▶ **SUPPLIED INFORMATION**:
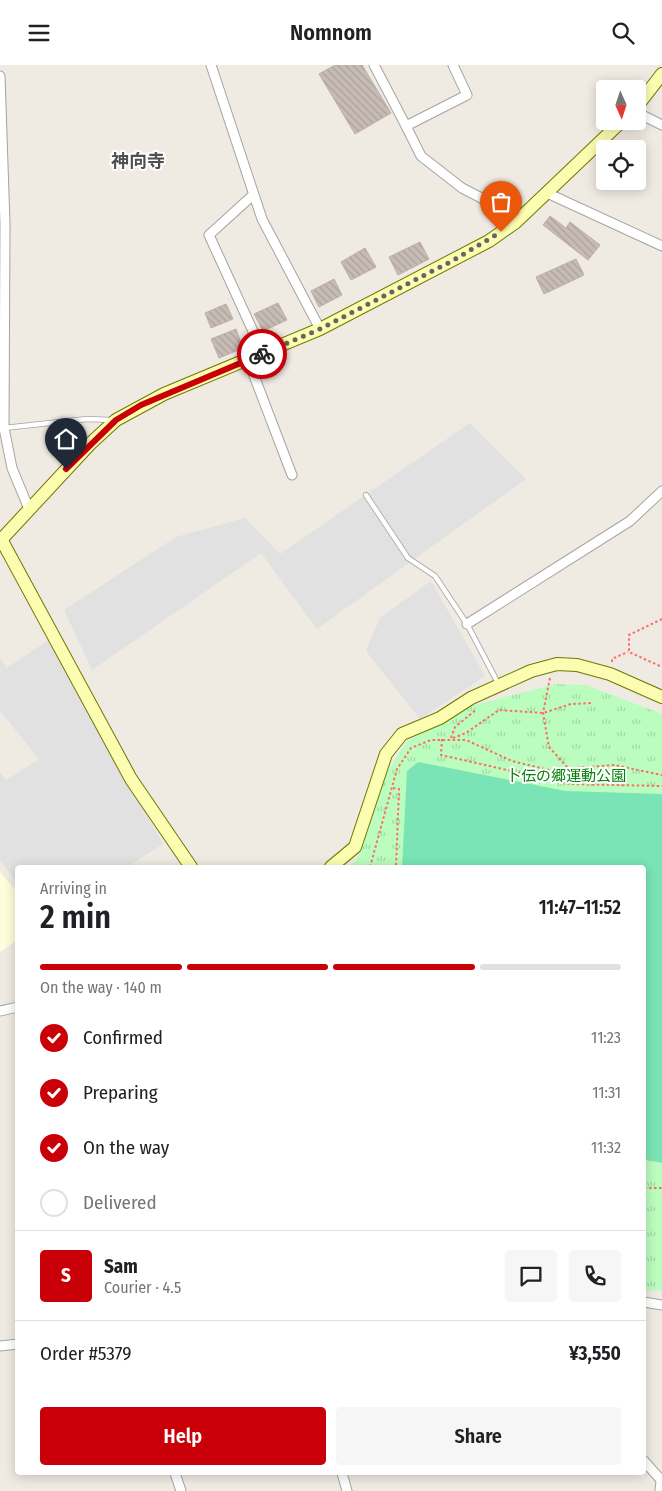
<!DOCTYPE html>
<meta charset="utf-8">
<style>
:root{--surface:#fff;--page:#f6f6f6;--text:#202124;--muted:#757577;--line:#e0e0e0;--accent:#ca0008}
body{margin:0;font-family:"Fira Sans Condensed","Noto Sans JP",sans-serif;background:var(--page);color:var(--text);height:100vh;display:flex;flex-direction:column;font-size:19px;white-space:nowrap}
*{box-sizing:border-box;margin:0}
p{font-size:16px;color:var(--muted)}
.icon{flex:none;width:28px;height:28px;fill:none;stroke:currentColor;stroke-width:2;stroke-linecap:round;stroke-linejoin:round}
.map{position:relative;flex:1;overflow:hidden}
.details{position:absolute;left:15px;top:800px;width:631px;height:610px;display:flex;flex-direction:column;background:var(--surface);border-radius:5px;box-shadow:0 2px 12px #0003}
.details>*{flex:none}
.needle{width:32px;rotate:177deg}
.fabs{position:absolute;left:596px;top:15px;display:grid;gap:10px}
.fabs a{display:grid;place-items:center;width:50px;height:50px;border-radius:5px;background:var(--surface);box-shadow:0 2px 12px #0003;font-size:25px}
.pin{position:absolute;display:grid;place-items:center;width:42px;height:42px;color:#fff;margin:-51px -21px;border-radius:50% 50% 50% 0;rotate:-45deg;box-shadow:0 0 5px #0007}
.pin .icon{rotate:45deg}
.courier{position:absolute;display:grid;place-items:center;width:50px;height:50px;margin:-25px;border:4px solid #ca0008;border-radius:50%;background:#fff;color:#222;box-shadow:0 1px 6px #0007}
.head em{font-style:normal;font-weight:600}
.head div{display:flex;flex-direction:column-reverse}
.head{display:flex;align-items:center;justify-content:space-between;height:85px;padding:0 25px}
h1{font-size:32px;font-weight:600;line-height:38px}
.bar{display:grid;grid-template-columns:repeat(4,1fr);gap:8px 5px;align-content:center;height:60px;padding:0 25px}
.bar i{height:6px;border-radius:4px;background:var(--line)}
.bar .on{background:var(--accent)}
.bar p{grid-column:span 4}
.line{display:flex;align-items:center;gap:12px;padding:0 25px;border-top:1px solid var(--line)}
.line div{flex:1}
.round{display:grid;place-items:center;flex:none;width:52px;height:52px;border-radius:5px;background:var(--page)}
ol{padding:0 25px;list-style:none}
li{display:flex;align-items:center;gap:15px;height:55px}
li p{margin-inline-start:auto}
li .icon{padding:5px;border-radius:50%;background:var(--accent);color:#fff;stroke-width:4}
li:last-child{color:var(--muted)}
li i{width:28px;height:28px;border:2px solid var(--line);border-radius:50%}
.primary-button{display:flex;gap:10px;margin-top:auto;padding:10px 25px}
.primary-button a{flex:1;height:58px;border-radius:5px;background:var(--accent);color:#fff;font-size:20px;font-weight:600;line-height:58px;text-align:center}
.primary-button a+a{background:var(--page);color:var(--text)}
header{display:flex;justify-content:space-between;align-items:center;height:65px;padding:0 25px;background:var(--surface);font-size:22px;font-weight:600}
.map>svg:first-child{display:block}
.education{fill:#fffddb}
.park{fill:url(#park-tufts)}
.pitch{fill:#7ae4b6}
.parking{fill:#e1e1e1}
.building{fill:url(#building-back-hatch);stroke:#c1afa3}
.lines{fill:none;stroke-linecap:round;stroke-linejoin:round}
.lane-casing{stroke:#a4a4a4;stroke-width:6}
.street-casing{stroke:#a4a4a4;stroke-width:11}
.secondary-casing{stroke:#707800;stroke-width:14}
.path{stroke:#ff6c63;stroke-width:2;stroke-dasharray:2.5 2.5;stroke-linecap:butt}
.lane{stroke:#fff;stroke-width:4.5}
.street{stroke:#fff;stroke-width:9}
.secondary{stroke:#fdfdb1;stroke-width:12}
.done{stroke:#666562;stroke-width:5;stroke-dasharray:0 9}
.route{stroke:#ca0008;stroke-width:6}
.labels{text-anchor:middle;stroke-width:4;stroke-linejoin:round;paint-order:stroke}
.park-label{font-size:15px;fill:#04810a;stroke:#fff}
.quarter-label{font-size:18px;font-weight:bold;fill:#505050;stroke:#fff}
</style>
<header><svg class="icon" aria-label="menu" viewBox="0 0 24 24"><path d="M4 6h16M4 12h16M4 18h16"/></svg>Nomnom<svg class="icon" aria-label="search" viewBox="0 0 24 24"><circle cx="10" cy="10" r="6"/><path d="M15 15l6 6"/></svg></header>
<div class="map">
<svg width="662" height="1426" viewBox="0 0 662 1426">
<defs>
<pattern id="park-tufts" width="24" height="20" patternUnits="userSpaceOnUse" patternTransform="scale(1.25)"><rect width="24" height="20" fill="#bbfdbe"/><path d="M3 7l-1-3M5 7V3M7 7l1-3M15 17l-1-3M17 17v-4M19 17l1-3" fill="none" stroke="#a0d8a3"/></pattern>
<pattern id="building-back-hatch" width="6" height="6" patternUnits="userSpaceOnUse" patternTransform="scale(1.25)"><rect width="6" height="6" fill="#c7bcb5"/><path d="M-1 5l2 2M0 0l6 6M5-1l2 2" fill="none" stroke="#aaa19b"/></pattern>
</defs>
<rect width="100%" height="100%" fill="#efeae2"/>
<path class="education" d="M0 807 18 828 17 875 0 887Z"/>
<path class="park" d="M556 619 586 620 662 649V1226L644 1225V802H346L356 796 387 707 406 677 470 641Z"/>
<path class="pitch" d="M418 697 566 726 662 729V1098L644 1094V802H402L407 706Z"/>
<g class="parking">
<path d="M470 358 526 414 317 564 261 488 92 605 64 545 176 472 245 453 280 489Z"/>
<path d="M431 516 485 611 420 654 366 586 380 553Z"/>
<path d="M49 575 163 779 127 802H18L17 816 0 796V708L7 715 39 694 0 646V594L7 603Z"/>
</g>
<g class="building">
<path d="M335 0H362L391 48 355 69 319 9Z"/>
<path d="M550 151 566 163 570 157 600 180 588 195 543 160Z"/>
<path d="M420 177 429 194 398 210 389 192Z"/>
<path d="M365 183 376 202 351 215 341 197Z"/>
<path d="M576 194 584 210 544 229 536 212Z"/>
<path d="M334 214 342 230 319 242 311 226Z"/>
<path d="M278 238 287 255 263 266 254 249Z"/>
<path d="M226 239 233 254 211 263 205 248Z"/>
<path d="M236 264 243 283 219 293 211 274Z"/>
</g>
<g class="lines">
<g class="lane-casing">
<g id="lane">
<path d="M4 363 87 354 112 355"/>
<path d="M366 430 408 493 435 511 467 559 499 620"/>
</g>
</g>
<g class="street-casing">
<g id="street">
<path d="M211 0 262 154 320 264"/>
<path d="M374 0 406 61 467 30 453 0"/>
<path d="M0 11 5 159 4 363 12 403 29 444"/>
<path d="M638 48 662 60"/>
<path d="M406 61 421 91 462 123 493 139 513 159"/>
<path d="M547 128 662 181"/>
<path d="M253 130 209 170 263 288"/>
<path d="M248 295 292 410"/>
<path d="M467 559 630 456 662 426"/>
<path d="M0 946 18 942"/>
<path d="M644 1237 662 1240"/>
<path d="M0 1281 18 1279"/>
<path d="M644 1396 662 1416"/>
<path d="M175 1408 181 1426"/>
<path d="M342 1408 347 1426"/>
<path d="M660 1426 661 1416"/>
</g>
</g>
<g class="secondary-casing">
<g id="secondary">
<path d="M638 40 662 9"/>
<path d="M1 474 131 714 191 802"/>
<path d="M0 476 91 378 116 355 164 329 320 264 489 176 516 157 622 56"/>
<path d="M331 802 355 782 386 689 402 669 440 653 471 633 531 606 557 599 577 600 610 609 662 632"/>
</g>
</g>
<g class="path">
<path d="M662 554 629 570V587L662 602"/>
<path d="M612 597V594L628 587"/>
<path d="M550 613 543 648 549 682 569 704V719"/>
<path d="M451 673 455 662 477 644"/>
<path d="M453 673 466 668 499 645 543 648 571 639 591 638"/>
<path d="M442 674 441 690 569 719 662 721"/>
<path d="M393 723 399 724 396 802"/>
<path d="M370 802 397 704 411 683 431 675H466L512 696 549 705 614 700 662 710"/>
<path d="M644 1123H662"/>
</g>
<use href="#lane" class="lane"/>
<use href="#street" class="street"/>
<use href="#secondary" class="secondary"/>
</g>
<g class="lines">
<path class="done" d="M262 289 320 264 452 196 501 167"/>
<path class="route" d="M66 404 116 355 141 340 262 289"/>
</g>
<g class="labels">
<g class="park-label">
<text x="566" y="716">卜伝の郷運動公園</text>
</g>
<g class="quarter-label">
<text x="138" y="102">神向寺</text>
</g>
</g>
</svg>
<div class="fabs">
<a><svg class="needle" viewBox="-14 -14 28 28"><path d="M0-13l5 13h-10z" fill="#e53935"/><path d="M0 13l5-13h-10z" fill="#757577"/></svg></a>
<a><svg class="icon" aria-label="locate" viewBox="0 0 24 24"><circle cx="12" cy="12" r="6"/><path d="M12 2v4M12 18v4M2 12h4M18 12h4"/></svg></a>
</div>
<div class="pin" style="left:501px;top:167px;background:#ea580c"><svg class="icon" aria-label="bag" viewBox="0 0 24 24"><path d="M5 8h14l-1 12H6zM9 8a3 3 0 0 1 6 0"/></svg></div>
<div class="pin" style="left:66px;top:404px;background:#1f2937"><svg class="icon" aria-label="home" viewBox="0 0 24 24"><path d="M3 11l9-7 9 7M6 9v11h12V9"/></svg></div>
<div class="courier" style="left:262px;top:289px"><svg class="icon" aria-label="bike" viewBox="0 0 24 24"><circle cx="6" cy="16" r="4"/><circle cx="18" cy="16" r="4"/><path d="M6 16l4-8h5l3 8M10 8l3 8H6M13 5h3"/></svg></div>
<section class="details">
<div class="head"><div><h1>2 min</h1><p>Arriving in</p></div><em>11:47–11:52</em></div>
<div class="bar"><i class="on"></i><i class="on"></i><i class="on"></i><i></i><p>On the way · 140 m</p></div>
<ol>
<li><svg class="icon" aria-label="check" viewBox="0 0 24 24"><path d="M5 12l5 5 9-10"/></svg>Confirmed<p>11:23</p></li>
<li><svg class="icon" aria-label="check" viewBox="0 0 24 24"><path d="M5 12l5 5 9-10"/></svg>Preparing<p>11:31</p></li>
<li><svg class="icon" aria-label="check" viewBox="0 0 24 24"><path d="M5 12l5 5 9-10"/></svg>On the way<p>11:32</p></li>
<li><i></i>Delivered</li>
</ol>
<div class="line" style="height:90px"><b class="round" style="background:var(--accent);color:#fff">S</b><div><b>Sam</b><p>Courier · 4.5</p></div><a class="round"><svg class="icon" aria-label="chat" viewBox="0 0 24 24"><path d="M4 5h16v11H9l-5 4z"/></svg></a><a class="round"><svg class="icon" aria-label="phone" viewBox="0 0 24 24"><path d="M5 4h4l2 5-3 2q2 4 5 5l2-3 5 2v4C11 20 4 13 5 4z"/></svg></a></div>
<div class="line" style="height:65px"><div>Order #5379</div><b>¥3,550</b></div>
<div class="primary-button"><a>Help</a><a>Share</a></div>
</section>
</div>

▶ **TASK ITEM**: Only lines with the string "primary" belong in the answer; copy each of them from the listing.

▶ **SOLUTION FOR THIS TASK**:
.primary-button{display:flex;gap:10px;margin-top:auto;padding:10px 25px}
.primary-button a{flex:1;height:58px;border-radius:5px;background:var(--accent);color:#fff;font-size:20px;font-weight:600;line-height:58px;text-align:center}
.primary-button a+a{background:var(--page);color:var(--text)}
<div class="primary-button"><a>Help</a><a>Share</a></div>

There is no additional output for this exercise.